Transcribe all of the records word for word, but omit the pictures.

%%

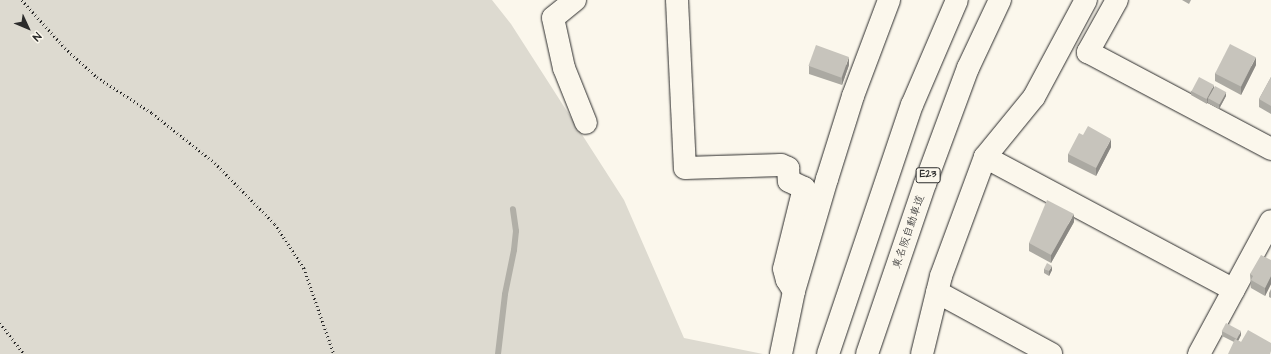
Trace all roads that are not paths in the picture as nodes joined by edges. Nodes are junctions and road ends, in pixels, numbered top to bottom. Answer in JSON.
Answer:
{"nodes":[{"id":1,"x":575,"y":0,"type":"edge"},
{"id":2,"x":677,"y":0,"type":"edge"},
{"id":3,"x":889,"y":0,"type":"edge"},
{"id":4,"x":957,"y":0,"type":"edge"},
{"id":5,"x":1000,"y":0,"type":"edge"},
{"id":6,"x":1086,"y":0,"type":"edge"},
{"id":7,"x":1117,"y":0,"type":"edge"},
{"id":8,"x":586,"y":123,"type":"dead end"},
{"id":9,"x":1271,"y":149,"type":"edge"},
{"id":10,"x":985,"y":157,"type":"junction"},
{"id":11,"x":1271,"y":221,"type":"edge"},
{"id":12,"x":1234,"y":290,"type":"junction"},
{"id":13,"x":794,"y":291,"type":"junction"},
{"id":14,"x":937,"y":292,"type":"junction"},
{"id":15,"x":781,"y":354,"type":"edge"},
{"id":16,"x":828,"y":354,"type":"edge"},
{"id":17,"x":867,"y":354,"type":"edge"},
{"id":18,"x":922,"y":354,"type":"edge"},
{"id":19,"x":1051,"y":354,"type":"edge"},
{"id":20,"x":1199,"y":354,"type":"edge"}],
"edges":[{"from":1,"to":8,"type":"main road"},
{"from":2,"to":13,"type":"main road"},
{"from":3,"to":13,"type":"main road"},
{"from":4,"to":16,"type":"main road"},
{"from":5,"to":17,"type":"main road","name":"東名阪自動車道","number":"E23"},
{"from":6,"to":10,"type":"main road"},
{"from":7,"to":9,"type":"main road"},
{"from":10,"to":12,"type":"main road"},
{"from":10,"to":14,"type":"main road"},
{"from":11,"to":12,"type":"main road"},
{"from":12,"to":20,"type":"main road"},
{"from":13,"to":15,"type":"main road"},
{"from":14,"to":18,"type":"main road"},
{"from":14,"to":19,"type":"main road"}]}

%%

**Solved exercise**
Trace all roads that are not paths in the picture as nodes joined by edges. Nodes are junctions and road ends, in pixels, numbered top to bottom. Answer in JSON.
Answer:
{"nodes":[{"id":1,"x":575,"y":0,"type":"edge"},
{"id":2,"x":677,"y":0,"type":"edge"},
{"id":3,"x":889,"y":0,"type":"edge"},
{"id":4,"x":957,"y":0,"type":"edge"},
{"id":5,"x":1000,"y":0,"type":"edge"},
{"id":6,"x":1086,"y":0,"type":"edge"},
{"id":7,"x":1117,"y":0,"type":"edge"},
{"id":8,"x":586,"y":123,"type":"dead end"},
{"id":9,"x":1271,"y":149,"type":"edge"},
{"id":10,"x":985,"y":157,"type":"junction"},
{"id":11,"x":1271,"y":221,"type":"edge"},
{"id":12,"x":1234,"y":290,"type":"junction"},
{"id":13,"x":794,"y":291,"type":"junction"},
{"id":14,"x":937,"y":292,"type":"junction"},
{"id":15,"x":781,"y":354,"type":"edge"},
{"id":16,"x":828,"y":354,"type":"edge"},
{"id":17,"x":867,"y":354,"type":"edge"},
{"id":18,"x":922,"y":354,"type":"edge"},
{"id":19,"x":1051,"y":354,"type":"edge"},
{"id":20,"x":1199,"y":354,"type":"edge"}],
"edges":[{"from":1,"to":8,"type":"main road"},
{"from":2,"to":13,"type":"main road"},
{"from":3,"to":13,"type":"main road"},
{"from":4,"to":16,"type":"main road"},
{"from":5,"to":17,"type":"main road","name":"東名阪自動車道","number":"E23"},
{"from":6,"to":10,"type":"main road"},
{"from":7,"to":9,"type":"main road"},
{"from":10,"to":12,"type":"main road"},
{"from":10,"to":14,"type":"main road"},
{"from":11,"to":12,"type":"main road"},
{"from":12,"to":20,"type":"main road"},
{"from":13,"to":15,"type":"main road"},
{"from":14,"to":18,"type":"main road"},
{"from":14,"to":19,"type":"main road"}]}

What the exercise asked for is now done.